La discusión no es moral. Es constitucional. Y ahí el argumento pedagógico empieza a hacer agua.
El artículo 26 de la Constitución uruguaya no deja lugar a dudas:
las cárceles no son para el castigo, sino para la seguridad y la rehabilitación.
Un hombre de 80 años no necesita ser neutralizado.
Y no puede ser rehabilitado.
Mantenerlo preso no protege a la sociedad ni reeduca a nadie. Cumple otra función: castigar simbólicamente, mostrar firmeza ideológica, tranquilizar conciencias políticas. No es justicia; es puesta en escena.
Uruguay no tiene cadena perpetua.
Pero para ciertos ciudadanos, la aplica, de hecho, con la delicadeza adicional de no admitirlo.
El caso del general retirado Miguel Dalmao condensa esta política con crudeza. No fue un jerarca del régimen ni el diseñador del aparato represivo. Fue condenado décadas después por hechos ocurridos en 1974 y murió en prisión, octogenario, sin haber accedido a la prisión domiciliaria.
Conviene decirlo con todas las letras, porque la frase explica más que cualquier conferencia:
Dalmao murió preso porque el Estado uruguayo decidió que, en ciertos casos, la cárcel debía funcionar como castigo simbólico y no como instrumento de rehabilitación.
No murió preso por peligro social.
No murió preso por riesgo de reincidencia.
Murió preso por lo que representaba.
Mientras tanto, el país integró plenamente al sistema político a quienes participaron en organizaciones armadas responsables de secuestros, atentados y asesinatos. Esos crímenes sí fueron amnistiados, absorbidos, relativizados y, con el tiempo, convertidos en épica.
José Mujica no fue utilizado como “mensaje” para futuras generaciones.
Fue senador, ministro y presidente.
Nadie sugirió que su pasado debía “permanecer así” para educar a los niños. Nadie habló de señales equivocadas. Nadie reclamó castigo permanente.
La pedagogía punitiva, evidentemente, no es universal.
El Frente Amplio suele refugiarse en la independencia judicial. Formalmente tiene razón: no hay órdenes escritas ni decretos explícitos. Pero sería ingenuo negar la presión política y simbólica ejercida durante años sobre jueces y fiscales.
El mensaje fue claro y persistente:
no aflojar, no humanizar, no matizar.
Que la condena sea máxima.
Y si el condenado muere en prisión, el símbolo queda completo.
En ese contexto, conceder prisión domiciliaria a un exmilitar anciano no es una decisión neutra: es exponerse al señalamiento público. Eso condiciona. Y lo hace de manera profundamente inmoral.
El Frente Amplio habla de democracia, pero practica castigo selectivo.
Invoca los derechos humanos, pero los administra según la identidad política.

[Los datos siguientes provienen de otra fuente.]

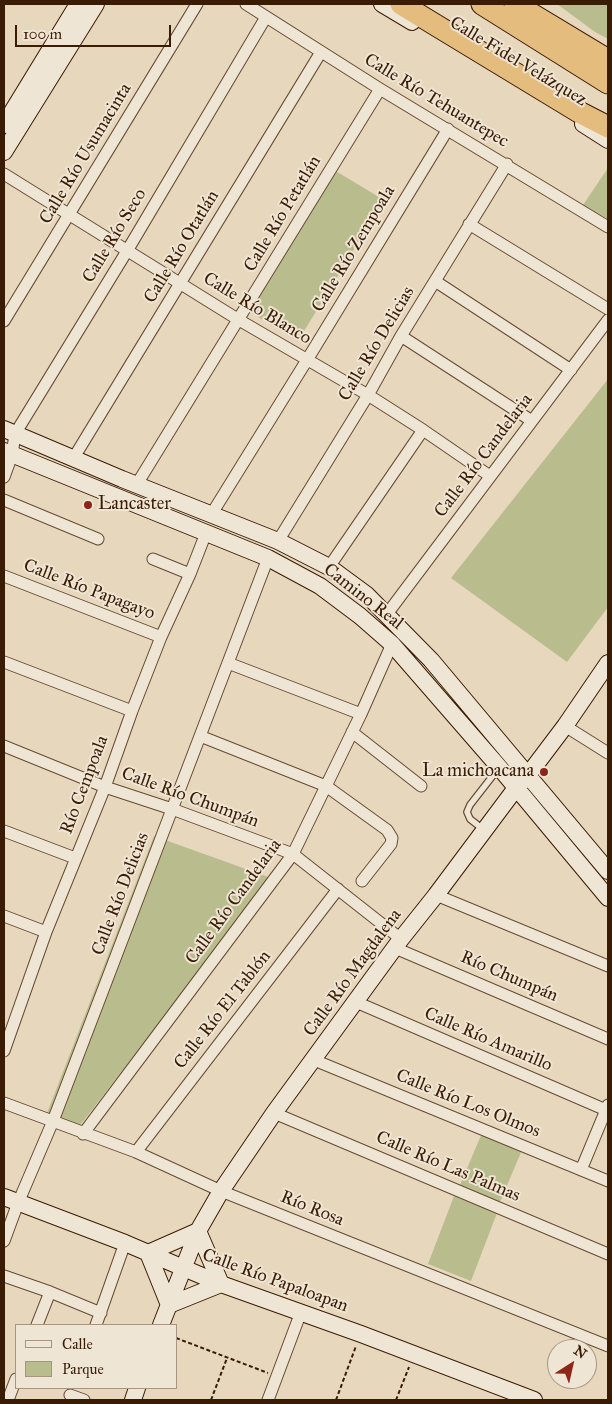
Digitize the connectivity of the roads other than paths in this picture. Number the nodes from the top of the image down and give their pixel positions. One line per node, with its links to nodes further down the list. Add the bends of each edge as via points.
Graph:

Cita la Constitución, pero ignora su espíritu cuando incomoda.
La cárcel no puede ser una herramienta de venganza tardía ni un cartel moral para tranquilizar conciencias. Cuando lo es, deja de ser justicia y pasa a ser escarmiento ideológico.
Y eso, por más que se explique con un tono didáctico y apelando a los niños, no educa en democracia.
Educa en otra cosa.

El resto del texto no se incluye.